Depending on the mutation and severity of the syndrome, some children may walk with assistance/gait trainer.
Children may receive their nutrition in a variety of manners. Some children can eat orally (mainly with assistance), some do a combination of orally eating and have a feeding tube while others are feeding tube dependent.
Due to the child’s hypotonia many have swallowing and chewing difficulties which is why feeding tubes are very common. Swallowing and chewing difficulties may also lead to aspiration.

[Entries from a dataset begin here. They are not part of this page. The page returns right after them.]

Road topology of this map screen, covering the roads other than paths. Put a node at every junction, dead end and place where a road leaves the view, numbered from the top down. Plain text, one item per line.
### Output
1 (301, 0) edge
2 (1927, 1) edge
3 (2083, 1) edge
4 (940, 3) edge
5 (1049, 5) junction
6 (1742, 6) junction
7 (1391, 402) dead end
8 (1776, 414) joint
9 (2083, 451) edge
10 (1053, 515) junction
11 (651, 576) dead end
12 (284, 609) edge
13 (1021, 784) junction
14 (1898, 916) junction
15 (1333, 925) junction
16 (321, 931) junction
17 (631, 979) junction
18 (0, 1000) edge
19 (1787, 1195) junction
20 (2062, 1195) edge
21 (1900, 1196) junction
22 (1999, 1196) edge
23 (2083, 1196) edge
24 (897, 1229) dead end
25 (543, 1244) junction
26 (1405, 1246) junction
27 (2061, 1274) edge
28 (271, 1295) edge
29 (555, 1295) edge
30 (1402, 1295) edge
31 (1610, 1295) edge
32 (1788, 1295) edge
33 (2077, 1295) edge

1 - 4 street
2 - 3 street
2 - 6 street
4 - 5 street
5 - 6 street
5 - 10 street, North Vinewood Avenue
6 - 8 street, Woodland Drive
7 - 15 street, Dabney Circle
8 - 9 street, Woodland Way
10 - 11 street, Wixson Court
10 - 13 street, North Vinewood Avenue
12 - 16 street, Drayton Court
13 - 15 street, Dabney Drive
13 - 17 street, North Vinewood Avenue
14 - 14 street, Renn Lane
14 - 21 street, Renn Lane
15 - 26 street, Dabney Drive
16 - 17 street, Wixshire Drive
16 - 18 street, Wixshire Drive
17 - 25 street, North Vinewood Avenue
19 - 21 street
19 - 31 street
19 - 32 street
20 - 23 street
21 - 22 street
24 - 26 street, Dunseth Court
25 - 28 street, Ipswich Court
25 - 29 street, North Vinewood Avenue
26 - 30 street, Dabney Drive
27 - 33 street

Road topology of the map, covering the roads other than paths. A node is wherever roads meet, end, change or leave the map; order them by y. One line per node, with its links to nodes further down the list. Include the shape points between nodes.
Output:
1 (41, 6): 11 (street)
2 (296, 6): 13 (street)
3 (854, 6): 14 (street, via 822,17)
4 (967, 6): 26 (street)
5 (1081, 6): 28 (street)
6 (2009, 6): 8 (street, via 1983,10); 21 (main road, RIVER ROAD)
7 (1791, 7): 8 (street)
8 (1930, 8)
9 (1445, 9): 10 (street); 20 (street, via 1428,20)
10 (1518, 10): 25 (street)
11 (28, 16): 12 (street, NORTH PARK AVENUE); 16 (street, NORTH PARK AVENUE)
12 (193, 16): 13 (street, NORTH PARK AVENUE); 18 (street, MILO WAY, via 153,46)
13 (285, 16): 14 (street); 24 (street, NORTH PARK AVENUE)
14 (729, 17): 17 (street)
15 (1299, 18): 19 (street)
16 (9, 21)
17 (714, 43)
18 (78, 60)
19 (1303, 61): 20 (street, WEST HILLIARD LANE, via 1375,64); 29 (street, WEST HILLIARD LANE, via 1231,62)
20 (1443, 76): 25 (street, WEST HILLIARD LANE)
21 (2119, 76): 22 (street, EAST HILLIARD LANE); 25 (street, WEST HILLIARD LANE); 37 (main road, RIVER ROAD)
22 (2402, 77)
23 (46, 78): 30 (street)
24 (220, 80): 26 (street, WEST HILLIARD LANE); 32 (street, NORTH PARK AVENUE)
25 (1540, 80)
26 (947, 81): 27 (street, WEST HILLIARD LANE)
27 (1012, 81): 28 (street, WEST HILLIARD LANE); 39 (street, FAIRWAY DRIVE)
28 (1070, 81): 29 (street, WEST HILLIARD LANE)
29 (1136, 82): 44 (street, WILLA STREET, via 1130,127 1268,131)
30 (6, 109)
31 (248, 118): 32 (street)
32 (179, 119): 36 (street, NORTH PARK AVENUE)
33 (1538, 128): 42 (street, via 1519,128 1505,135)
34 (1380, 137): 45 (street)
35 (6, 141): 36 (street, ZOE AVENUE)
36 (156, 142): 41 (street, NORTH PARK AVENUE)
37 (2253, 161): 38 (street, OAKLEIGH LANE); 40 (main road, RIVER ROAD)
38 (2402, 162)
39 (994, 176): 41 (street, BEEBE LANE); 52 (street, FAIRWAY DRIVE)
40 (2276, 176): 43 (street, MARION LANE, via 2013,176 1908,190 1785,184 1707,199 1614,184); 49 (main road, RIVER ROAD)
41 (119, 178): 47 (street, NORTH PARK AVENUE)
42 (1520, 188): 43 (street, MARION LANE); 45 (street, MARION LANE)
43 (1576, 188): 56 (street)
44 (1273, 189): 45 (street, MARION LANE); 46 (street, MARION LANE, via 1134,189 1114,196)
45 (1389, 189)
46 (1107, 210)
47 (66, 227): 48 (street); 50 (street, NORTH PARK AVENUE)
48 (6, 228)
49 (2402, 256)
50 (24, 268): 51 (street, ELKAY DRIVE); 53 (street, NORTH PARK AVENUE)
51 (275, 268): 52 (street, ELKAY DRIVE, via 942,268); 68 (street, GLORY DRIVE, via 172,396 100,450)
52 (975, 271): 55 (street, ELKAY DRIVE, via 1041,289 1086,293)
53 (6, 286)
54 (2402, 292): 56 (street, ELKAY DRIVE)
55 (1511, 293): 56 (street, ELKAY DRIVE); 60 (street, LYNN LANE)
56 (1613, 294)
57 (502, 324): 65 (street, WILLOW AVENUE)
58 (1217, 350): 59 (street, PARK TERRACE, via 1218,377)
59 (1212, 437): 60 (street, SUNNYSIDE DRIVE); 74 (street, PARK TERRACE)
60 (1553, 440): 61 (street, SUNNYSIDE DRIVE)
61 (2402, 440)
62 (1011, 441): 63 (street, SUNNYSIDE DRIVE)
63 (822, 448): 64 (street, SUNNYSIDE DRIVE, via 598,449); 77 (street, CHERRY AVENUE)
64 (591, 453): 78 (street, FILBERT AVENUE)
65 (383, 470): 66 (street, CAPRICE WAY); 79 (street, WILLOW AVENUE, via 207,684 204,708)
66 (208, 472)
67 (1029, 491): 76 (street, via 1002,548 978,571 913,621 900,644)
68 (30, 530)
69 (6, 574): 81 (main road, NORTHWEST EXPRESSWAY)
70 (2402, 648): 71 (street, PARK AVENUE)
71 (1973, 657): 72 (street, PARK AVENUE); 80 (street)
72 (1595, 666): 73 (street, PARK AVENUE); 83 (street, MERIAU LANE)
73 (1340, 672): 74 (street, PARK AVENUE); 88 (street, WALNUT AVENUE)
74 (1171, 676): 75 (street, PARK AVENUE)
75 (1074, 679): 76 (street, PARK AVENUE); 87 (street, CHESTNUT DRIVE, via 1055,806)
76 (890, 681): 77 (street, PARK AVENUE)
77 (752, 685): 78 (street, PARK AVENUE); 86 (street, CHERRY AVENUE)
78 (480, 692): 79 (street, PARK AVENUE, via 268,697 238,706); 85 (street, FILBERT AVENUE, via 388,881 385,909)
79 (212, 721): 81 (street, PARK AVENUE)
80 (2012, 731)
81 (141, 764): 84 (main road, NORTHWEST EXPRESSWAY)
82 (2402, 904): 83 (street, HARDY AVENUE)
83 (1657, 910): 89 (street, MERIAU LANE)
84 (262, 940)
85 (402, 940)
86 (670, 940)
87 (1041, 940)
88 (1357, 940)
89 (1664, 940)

In children affected by MCT8 deficiency, the thyroid hormones may not reach the brain but they do reach all other tissues through additional transporters. Since there is no collaboration between the thyroid and the brain (which would have the role of adjusting the thyroid hormones production) the thyroid produces hormones in excess. All these extra hormones are transported to the other tissues by other transporters creating a state of excess. The thyroid hormone (T3) excess accounts, in part, for the increased metabolism and failure of weight gain. High blood T3 is the cause of inability to gain weight and malnutrition.
While its symptoms are not life threatening, their complications might be. Simple things like a not being able to turn their heads in their sleep may lead to suffocation. Gastric reflux is also very common and not threatening in normal conditions but for a child who can’t control swallowing may prove fatal. A simple infection that the care giver can’t be aware of because the child is not interacting with his environment may also be lethal. In conclusion, MCT8-AHDS does not have life threatening symptoms but the complications that it creates are.
Depending on the mutation and severity of the syndrome life expectancy varies with each child. Your child’s medical team will be able to answer this question best.
- Continued pneumonia’s
- Aspiration which can be fatal during sleep or awake periods
- Undetected infections (most commonly respiratory)
- Heart Failure
The most common indicator is that they cannot support their heads. This is the first milestone that a typical child reaches at the age of 3 months old. For children with MCT8-AHDS this is something that they will struggle with for the rest of their lives. In time they develop spasticity in the superior and inferior members while the body remains affected by hypotonia. .
- Lack of head control
- Central hypotonia combined in most cases with peripheral hypertonia
- Intellectual disability
- Inability to gain and maintain weight
- Increased heart rate – related to the high blood toxicity.
- Motor delay
- Low bone density – it is believed to be a symptom associated with high blood toxicity
- Epileptic seizures
- Sleep problems
- Problems swallowing/chewing food
Most start showing delay after the first few months of life.
The majority of boys do have sleep issues but not all. Contributing factors that can lead to sleep issues are reflux and dystonia.
Independently of paroxysmal dyskinesia, true seizures affect a small amount of children with MCT8 deficiency.
Only EEG can confirm seizures. As a parent you need to be the advocate for your child and push for what you feel he needs. It also may require multiple tests and times due to EEG testing not always being able to catch when your son has them. 48 EEG video monitoring is recommended.
Children who are involved in the family’s everyday life do better/have improvement. Be an advocate and involve them in regular family activities!
Even though some children have eyes problems (ex. strabismus) there has been no proven scientific connection between those and the syndrome.
Children with MCT8-AHDS tend to have problems maintaining a constant body temperature. This is an observational information based on the community's experience and we have no scientific explanation for it. It’s good to remember however that the thyroid hormone affects many processes in the body, including growth, development, metabolism, body temperature and heart rate.